O CORNETEIRO
O CORNETEIRO
de D. Afonso Henriques
O tocador de corneta é uma figura
cuja origem se desintegra na penumbra temporal e apesar dos avanços da ciência
não se consegue ainda determinar o seu nascedouro.
Sabemos que a corneta é um
instrumento popular e etimologicamente confere a quem a toca, o nome de corneteiro.
Por princípio, os sons emitidos por
este aerofone estão associados a um aviso ou a uma ordem, segundo o que antecipadamente
se convenciona, em função do compasso e da variação da sua sonoridade e dos
objectivos pretendidos.
Numa tarde de calmaria, quando o sol
estava a ser lentamente engolido pelo horizonte e já o manto da noite ameaçava,
enquanto um bando de pombas voejava espavorido, recusando-se a ser o jantar de
um milhafre que as perseguia, sentados num banco de paragem dos autocarros, eu,
minha mulher e um velho amigo nosso, garganteávamos dois dedos de amena
cavaqueira para matar o tempo e dissipar os pensamentos negativos que a vigente
crise nos inculca; como ele é “viciado” na criação e interpretação arabescos de
partituras, naquele momento era mesmo sobre música que estávamos a palestrar,
se bem que eu seja um podão no assunto acústico da harmonia. Limito-me a
ouvi-lo e a absorver o que a minha modesta compreensão permite, introduzindo de
vez em quando a minha “nota” de admiração ou curiosidade em função da sua tocata.
O maestro Tobias Cardoso, que em tempos passados regeu a Tuna da Universidade de
Coimbra e foi professor no Conservatório de Música da mesma cidade, é um bom discursivo
e um óptimo contador de histórias – já correu Mundo suficiente para isso. De
facto é agradável auditá-lo, porque a sua voz é serena e parla piano, não ferindo os tímpanos a ninguém.
Acontece que a determinada altura da
conversa, em que já não tagarelávamos de música mas da situação política cá
instalada - não me recordo em que sequência - perguntou-me se alguma vez me havia
contado a história d’O Corneteiro de D.
Afonso Henriques.
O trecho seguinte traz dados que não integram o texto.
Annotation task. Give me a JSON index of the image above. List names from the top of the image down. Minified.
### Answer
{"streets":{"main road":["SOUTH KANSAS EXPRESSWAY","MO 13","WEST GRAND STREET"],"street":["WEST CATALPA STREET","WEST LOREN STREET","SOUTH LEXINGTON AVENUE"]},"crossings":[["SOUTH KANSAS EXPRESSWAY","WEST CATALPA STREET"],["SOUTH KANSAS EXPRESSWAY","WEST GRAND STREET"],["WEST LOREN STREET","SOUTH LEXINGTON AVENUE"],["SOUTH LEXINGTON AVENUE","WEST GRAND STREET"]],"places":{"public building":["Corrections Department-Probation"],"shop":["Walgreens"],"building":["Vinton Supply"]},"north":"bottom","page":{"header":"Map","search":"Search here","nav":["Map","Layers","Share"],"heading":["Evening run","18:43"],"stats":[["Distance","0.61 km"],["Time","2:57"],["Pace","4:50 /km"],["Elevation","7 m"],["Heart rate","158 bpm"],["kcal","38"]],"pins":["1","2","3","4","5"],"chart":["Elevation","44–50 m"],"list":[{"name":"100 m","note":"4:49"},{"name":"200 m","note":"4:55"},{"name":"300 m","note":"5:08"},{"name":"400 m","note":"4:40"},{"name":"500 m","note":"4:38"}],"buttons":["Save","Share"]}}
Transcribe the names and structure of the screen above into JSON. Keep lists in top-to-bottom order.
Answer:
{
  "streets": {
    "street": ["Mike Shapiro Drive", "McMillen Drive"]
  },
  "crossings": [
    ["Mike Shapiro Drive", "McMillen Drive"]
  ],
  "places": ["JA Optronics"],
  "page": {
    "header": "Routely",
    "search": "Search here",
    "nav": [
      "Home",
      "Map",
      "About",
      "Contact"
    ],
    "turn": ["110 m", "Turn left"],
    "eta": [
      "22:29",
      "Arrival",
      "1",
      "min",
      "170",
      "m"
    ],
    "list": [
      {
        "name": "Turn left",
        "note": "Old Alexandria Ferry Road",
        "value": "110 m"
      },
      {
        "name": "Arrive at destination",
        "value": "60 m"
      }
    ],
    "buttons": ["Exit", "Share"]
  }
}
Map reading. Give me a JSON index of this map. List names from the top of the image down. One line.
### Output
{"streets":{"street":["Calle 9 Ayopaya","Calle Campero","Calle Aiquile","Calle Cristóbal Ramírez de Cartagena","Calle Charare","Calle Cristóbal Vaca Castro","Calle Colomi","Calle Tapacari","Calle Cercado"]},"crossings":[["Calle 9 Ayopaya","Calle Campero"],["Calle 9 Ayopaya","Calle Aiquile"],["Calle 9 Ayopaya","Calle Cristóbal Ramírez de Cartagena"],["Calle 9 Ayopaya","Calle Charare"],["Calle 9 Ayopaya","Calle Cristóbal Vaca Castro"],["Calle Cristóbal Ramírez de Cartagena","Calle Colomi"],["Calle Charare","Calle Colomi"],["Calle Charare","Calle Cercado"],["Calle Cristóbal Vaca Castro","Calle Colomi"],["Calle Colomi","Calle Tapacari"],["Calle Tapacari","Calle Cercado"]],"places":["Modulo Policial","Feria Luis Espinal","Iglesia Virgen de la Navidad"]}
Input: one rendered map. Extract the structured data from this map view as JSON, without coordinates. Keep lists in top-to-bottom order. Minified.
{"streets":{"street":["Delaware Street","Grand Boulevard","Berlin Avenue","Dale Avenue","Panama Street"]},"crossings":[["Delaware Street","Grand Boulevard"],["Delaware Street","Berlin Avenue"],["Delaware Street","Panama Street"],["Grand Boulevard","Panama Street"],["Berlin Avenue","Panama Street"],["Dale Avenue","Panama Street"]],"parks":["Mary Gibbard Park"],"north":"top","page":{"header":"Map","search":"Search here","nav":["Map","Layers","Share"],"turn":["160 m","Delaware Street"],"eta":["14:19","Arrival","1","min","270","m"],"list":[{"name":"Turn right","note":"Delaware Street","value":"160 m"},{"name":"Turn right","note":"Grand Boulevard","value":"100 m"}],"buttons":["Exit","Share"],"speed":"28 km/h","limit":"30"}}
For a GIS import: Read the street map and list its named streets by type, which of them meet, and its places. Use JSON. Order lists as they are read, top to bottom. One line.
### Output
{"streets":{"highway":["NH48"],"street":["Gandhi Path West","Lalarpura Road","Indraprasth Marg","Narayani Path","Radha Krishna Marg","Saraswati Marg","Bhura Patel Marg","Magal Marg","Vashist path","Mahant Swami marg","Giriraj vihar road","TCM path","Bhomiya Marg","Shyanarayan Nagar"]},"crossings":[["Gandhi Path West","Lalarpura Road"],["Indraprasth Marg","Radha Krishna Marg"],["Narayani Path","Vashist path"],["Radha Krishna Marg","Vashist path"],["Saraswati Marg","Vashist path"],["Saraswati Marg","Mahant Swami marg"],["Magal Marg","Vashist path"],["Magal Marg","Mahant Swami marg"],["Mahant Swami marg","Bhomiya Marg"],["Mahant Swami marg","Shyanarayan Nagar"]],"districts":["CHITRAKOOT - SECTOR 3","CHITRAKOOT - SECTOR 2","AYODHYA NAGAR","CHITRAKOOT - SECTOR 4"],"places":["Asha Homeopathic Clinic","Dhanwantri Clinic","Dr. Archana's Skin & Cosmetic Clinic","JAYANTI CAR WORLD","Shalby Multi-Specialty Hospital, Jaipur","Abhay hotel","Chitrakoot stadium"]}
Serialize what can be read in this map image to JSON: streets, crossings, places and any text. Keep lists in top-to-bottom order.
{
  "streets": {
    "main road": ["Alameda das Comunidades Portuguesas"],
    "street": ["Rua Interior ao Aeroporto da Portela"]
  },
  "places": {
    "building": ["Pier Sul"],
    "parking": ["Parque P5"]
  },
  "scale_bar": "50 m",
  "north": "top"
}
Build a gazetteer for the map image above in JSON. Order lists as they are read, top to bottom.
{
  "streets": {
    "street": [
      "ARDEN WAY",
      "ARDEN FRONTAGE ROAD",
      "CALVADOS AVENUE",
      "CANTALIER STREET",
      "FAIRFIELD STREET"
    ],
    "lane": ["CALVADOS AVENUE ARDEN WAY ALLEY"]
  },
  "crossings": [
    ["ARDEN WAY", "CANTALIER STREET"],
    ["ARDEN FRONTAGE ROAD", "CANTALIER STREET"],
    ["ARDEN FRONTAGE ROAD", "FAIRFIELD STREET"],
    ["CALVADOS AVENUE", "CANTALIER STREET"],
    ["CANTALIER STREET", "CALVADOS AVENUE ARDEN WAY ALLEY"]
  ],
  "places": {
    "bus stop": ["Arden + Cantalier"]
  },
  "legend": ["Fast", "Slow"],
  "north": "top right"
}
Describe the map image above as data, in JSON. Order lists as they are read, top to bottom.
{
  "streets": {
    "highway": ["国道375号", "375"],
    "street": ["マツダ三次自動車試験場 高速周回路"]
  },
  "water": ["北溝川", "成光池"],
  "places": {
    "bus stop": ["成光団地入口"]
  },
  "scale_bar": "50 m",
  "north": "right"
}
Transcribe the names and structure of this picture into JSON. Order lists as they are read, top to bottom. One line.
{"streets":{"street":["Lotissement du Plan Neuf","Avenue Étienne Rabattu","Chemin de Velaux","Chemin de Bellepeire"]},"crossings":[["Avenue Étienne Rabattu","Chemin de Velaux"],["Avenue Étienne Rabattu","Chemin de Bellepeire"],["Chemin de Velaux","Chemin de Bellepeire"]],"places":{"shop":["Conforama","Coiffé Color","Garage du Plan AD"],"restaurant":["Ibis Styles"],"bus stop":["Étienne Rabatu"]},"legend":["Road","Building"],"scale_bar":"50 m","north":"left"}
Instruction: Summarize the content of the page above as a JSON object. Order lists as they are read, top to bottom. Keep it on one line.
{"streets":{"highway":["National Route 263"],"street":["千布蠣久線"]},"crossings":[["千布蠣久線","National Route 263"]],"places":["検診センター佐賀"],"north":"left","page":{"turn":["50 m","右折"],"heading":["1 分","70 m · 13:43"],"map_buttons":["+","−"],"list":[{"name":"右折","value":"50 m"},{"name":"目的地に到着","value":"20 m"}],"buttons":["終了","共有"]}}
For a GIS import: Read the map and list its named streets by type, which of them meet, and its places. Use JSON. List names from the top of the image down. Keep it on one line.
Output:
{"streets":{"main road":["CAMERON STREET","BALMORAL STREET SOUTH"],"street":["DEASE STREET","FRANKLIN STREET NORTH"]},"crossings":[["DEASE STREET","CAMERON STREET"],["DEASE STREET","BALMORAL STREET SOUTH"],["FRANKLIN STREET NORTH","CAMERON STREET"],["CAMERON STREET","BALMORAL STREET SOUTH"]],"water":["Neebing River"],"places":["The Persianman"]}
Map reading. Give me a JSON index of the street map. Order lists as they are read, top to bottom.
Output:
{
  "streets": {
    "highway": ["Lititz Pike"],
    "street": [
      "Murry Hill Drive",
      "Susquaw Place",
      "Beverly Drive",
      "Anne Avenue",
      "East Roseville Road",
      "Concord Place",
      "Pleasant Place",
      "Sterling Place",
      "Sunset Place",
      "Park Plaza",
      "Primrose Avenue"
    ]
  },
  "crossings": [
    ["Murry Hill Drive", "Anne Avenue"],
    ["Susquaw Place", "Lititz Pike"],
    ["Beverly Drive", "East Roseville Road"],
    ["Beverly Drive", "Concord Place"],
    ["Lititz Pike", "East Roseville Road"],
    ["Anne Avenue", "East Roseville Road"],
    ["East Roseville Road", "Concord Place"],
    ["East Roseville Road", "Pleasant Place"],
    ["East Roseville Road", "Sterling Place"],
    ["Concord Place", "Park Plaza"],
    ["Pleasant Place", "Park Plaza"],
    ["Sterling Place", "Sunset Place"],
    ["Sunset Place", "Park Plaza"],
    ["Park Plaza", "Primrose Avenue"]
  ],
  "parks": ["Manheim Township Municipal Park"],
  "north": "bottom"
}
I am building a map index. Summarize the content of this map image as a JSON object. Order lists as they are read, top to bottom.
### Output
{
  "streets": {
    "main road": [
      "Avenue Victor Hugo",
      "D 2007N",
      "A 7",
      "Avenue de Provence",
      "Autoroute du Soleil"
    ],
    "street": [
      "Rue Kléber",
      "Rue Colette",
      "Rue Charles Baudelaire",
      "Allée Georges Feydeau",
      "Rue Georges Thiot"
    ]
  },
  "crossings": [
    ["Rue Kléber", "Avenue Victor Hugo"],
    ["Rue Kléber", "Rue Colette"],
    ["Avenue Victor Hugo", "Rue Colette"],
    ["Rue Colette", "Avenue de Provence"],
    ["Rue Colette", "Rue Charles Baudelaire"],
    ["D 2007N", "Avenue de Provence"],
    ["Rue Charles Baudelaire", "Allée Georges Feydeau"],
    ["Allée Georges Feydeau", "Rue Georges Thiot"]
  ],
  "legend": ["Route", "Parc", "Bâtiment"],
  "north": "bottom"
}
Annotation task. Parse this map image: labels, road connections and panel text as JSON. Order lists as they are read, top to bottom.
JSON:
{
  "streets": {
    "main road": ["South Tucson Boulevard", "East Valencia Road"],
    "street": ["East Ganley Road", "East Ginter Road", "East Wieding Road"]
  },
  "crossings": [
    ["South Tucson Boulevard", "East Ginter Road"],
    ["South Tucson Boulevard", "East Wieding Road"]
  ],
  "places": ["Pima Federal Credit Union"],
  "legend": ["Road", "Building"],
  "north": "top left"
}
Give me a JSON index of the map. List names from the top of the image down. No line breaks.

Como apresentei o meu absoluto desconhecimento sobre o
caso, ele prontamente tratou de expor o argumento, de longa data conhecido por
si; achei tanta piada à parábola, pelo seu encaixe com a realidade de hoje, que
resolvi reproduzi-la.
No tempo da conquista do território português
aos mouros, todos sabemos que uma das formas de pagamento existentes eram os
saques, a pilhagem autorizada, onde as terras ficavam rapadas, as casas
despojadas e as pessoas mortas ou cativas para serem leiloadas por uns trocos
com vista à escravatura.
D. Afonso Henriques, para esse efeito, tinha um corneteiro
que, segundo as suas ordens, quando acabava a batalha, fazia soar a corneta
para os soldados darem início ao saque e voltava a tocá-la no momento de parar
a pilhagem que, ao que parece, era cumprido sob tenaz controlo Afonsino.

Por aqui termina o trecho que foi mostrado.